Climate change has already caused global temperatures to rise about one degree Celsius above pre-industrial levels. Unless emissions are rapidly reduced, temperatures are expected to rise 1.5 degrees by 2040, two degrees by 2065 and four degrees by 2100, leading to runaway climate change as early as next 10-12 years.
In 2017, the total damage due to floods and heavy rains in India amounted to Rs 18,279.63 crore ($2.5 billion), including damage to crops, houses and public utilities, according to the Central Water Commission.
Although 2018 national data on floods and heavy damage is not available, the estimated damage from the 2018 floods in Kerala alone (Rs 20,000 crore or $2.7 billion) has exceeded the damage from all floods and heavy rains in the country in 2017.
In the 2018 floods in Kerala, an assessment of economic impacts in the state found that for the 4.13 million affected working individuals in the five most affected districts, around 3.3 million workers had their employment placed in jeopardy.
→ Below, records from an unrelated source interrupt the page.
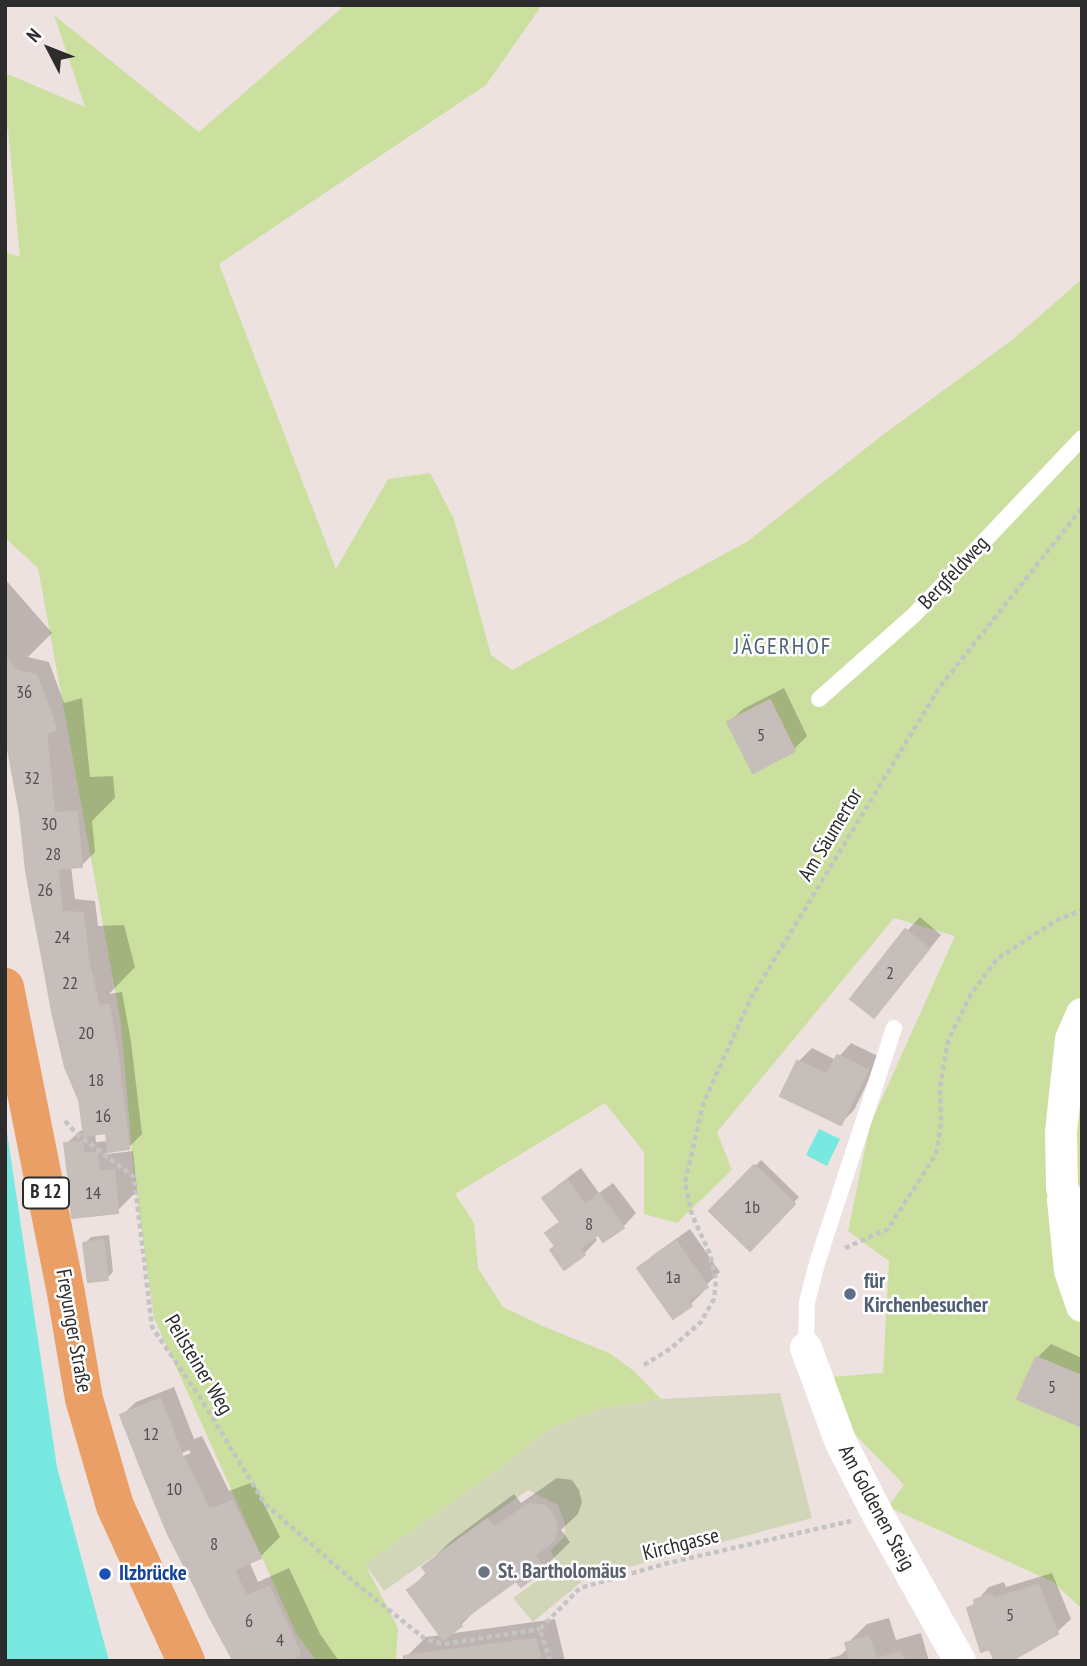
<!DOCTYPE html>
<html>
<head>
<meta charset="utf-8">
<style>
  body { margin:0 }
  #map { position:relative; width:1087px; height:1666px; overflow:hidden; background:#ede2df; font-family:"PT Sans Narrow",sans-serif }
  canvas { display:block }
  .frame { position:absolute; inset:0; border:7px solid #2c2c2c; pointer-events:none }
  .north { position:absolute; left:14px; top:14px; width:70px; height:70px; -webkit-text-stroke:5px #fff; paint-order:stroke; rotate:312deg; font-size:19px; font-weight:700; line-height:28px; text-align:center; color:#2c2c2c }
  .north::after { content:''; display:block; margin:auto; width:24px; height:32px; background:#2c2c2c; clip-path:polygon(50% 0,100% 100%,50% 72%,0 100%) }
</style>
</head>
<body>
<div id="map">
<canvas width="1087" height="1666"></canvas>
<div class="frame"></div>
<div class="north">N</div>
</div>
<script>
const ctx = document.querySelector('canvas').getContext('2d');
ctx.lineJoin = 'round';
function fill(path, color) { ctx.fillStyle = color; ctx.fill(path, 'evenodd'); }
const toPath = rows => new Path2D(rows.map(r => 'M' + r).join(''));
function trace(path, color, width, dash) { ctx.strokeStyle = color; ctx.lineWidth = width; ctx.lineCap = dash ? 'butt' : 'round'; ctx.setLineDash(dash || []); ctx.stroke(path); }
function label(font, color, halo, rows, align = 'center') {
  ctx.font = font + ' "PT Sans Narrow",sans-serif'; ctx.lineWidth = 5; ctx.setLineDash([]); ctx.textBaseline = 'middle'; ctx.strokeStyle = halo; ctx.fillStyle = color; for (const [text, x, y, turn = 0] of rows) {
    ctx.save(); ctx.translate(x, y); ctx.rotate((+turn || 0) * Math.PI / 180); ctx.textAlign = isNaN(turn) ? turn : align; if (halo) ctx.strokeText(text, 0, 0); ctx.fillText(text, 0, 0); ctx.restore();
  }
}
fill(toPath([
  [345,5,542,5,486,85,219,264,336,569,388,479,430,473,454,519,491,655,512,670,748,541,880,437,1012,340,1082,279,1082,1609,1053,1582,888,1507,904,1485,845,1424,830,1377,883,1373,889,1261,848,1231,870,1125,955,936,894,918,717,1132,732,1170,677,1223,644,1214,644,1152,605,1103,455,1194,474,1223,478,1268,503,1307,545,1327,609,1353,634,1371,661,1399,600,1409,548,1429,502,1467,365,1564,398,1628,396,1661,316,1661,296,1633,154,1318,134,1177,121,1023,38,568,5,538,5,252,20,257,8,130,5,127,5,73,85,107,54,15,199,132]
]), '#cbe09e');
fill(toPath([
  [780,1393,812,1518,585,1579,533,1622,513,1598,559,1565,550,1551,564,1537,565,1524,558,1505,528,1490,384,1591,365,1564,502,1467,548,1429,600,1409,661,1399]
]), '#d0d6b7');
fill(toPath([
  [5,1119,57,1467,109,1661,5,1661],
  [819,1129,840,1139,827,1166,806,1155]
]), '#78e9e0');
fill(toPath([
  [5,579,52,633,28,657,49,662,64,703,82,698,90,777,113,776,115,798,92,821,95,852,81,866,71,866,75,899,95,901,98,926,124,925,135,967,109,994,122,992,131,1042,142,1134,128,1148,107,1150,107,1154,133,1151,137,1191,117,1211,74,1216,66,1144,80,1131,85,1130,81,1100,54,1012,56,1010,53,1010,9,745,14,740,8,742,5,733],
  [107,1131,109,1141,96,1142,95,1133],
  [784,688,807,736,794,749,729,722,743,709],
  [920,917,941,935,874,1016,907,931],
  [851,1043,880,1057,854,1110,841,1123,798,1062,812,1048,836,1060],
  [761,1160,799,1197,750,1248,712,1211],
  [581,1168,599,1193,613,1183,636,1213,623,1227,598,1232,594,1236,597,1240,584,1254,556,1245,547,1233,561,1220,545,1198,558,1185],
  [690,1229,720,1272,702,1289,704,1291,691,1304,674,1317,639,1269,653,1255],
  [109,1235,113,1272,107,1278,85,1243,91,1237],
  [1051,1344,1082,1358,1082,1425,1037,1358],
  [174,1387,194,1439,202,1436,229,1491,253,1482,280,1537,260,1557,249,1561,258,1582,289,1568,320,1634,339,1661,235,1661,169,1531,122,1415,136,1402],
  [189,1450,191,1453,166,1463,166,1460],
  [557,1478,572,1480,579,1490,582,1502,578,1514,561,1530,570,1542,544,1568,516,1578,485,1601,461,1625,448,1634,555,1619,565,1661,406,1661,406,1657,426,1637,441,1635,409,1590,428,1571,424,1567,451,1541,514,1494,521,1503],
  [1052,1573,1071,1619,1057,1632,1008,1661,969,1609,989,1587,1004,1582,1006,1587],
  [889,1618,896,1640,921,1633,929,1661,821,1661,841,1655,847,1649,847,1644,867,1624]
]), '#0003');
const building = toPath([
  [5,657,17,671,5,680,5,657],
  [17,671,36,675,48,705,5,718,5,680,17,671],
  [770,700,795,751,753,773,727,722,770,700],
  [48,705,56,730,7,744,5,718,48,705],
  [46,733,54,813,20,814,7,744,46,733],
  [77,812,79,836,23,842,20,814,77,812],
  [79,836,82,867,26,871,23,842,79,836],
  [57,869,62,912,34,915,26,871,57,869],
  [62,912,83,913,88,961,43,962,34,915,62,912],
  [905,929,929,949,874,1018,850,999,905,929],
  [88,961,99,1006,52,1012,43,962,88,961],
  [109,1005,118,1057,65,1067,52,1012,109,1005],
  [837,1055,868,1070,841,1125,780,1096,797,1061,827,1075,837,1055],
  [118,1057,122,1095,79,1100,65,1067,118,1057],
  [122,1095,129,1149,108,1152,106,1133,84,1136,79,1100,122,1095],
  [82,1142,83,1154,97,1153,98,1171,68,1175,64,1143,82,1142],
  [754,1165,795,1204,750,1251,709,1211,754,1165],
  [114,1170,118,1213,72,1218,68,1175,114,1170],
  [567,1180,585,1205,599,1194,624,1228,603,1242,598,1235,580,1248,585,1255,564,1270,550,1250,555,1246,545,1233,560,1222,542,1198,567,1180],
  [103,1240,108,1280,88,1282,83,1243,103,1240],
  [676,1241,708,1287,688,1301,692,1306,673,1319,637,1268,676,1241],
  [1036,1357,1082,1376,1082,1427,1017,1399,1036,1357],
  [160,1399,182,1455,142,1471,120,1415,160,1399],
  [182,1455,209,1510,167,1532,142,1471,182,1455],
  [232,1501,261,1558,195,1587,167,1532,209,1510,232,1501],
  [529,1504,545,1506,554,1516,557,1530,552,1542,534,1555,545,1569,521,1587,516,1581,458,1623,462,1626,443,1640,407,1590,428,1575,422,1567,487,1519,494,1528,529,1504],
  [234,1570,246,1596,209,1616,195,1587,234,1570],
  [1038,1585,1058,1634,1011,1661,995,1661,989,1649,981,1652,967,1608,975,1605,974,1600,991,1594,993,1599,1038,1585],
  [269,1587,289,1629,233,1660,209,1616,246,1596,269,1587],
  [289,1629,300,1654,290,1661,233,1660,289,1629],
  [869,1637,876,1659,901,1652,904,1661,850,1661,845,1643,869,1637],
  [535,1639,541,1661,404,1661,404,1656,535,1639]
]);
fill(building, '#c5beba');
trace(building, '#c8bdb8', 2);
trace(toPath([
  [65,1121,77,1134,134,1177,152,1327,199,1396,265,1504,358,1585,425,1639,444,1644,540,1629],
  [845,1248,888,1229,936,1154,941,1124,940,1087,948,1041,971,994,997,959,1055,921,1082,910],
  [644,1365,670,1349,701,1322,714,1299,716,1280,710,1254,692,1215,685,1182,703,1104,751,998,939,688,1082,508],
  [550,1661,540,1629,580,1588,668,1563,851,1521]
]), '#c4c4c4', 4.5, [5, 3.5]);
trace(toPath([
  [819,699,914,615,1082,438],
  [806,1348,807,1302,818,1260,894,1028]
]), '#fff', 16);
trace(toPath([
  [1082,1014,1071,1039,1061,1132,1062,1188,1082,1225],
  [1063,1200,1070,1271,1082,1306],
  [806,1348,841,1443,878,1515,960,1661]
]), '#fff', 32);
trace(toPath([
  [5,987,66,1293,84,1399,115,1506,186,1661]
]), '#ea9f67', 38);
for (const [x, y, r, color] of [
  [850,1294,7,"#5c6f8a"],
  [484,1572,7,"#6b7280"],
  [105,1574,7,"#1a4fb4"]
]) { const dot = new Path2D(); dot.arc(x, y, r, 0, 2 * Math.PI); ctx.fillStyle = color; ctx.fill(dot); trace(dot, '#fff', 2.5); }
label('18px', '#525050', null, [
  ["36",24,693],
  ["5",761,736],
  ["32",32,779],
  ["30",49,825],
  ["28",53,855],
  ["26",45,891],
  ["24",62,938],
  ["2",890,974],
  ["22",70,984],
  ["20",86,1034],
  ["18",96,1081],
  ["16",103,1117],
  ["14",93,1194],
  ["1b",752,1208],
  ["8",589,1225],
  ["1a",673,1278],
  ["5",1052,1388],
  ["12",151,1435],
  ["10",174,1490],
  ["8",214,1545],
  ["5",1010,1616],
  ["6",249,1622],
  ["4",280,1641]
]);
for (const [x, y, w] of [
  [46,1193,46]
]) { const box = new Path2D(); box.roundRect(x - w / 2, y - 15.5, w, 31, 5); ctx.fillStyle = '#fff'; ctx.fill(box); trace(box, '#2c2c2c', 2); }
label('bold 19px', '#2c2c2c', null, [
  ["B 12",46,1193]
]);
label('21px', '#2c2c2c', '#fff', [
  ["Bergfeldweg",954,573,-47],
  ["Am Säumertor",831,835,-59],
  ["Freyunger Straße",73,1331,80],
  ["Peilsteiner Weg",198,1365,59],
  ["Am Goldenen Steig",876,1508,62],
  ["Kirchgasse",681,1545,-14]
]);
label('bold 21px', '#4e5e75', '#fff', [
  ["für",864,1282],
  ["Kirchenbesucher",864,1306]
], 'left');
label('bold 21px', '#5b616d', '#fff', [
  ["St. Bartholomäus",498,1572]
], 'left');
label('bold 21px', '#164399', '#fff', [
  ["Ilzbrücke",119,1574]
], 'left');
ctx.letterSpacing = '2px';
label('23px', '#4e657b', '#fff', [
  ["JÄGERHOF",783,647]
]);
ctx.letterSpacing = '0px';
</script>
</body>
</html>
The tourism sector's 2019 economic projection was lowered as a result of the widespread devastation. Tourism sector workers are susceptible to indirect damage, as tourist attraction spots are destroyed by flooding and tourists avoid visiting impacted areas, said the report.
Exposure to extreme weather risks is also unevenly distributed between states.
Some face heightened risks from multiple climate disasters, particularly Assam, Madhya Pradesh, Odisha, Uttar Pradesh and West Bengal.
India is heavily dependent on the monsoon, which accounts for about 70 percent of the annual rainfall.
As climate change alters weather patterns, access to water in India faces an uncertain future.
Six hundred million people in India already face acute water shortage, according to government think tank Niti Aayog, with 54 per cent of India's groundwater wells on a decline, and 21 major cities expected to run out of groundwater by 2020, affecting 100 million people.
"As a disaster that gripped public attention, floods cost Kerala Rs 20,000 crore this year. From droughts to excess rains, and heat waves in between, extreme weather events are by far the biggest scam which the public and politicians need to heed," Climate Trends Director Aarti Khosla said.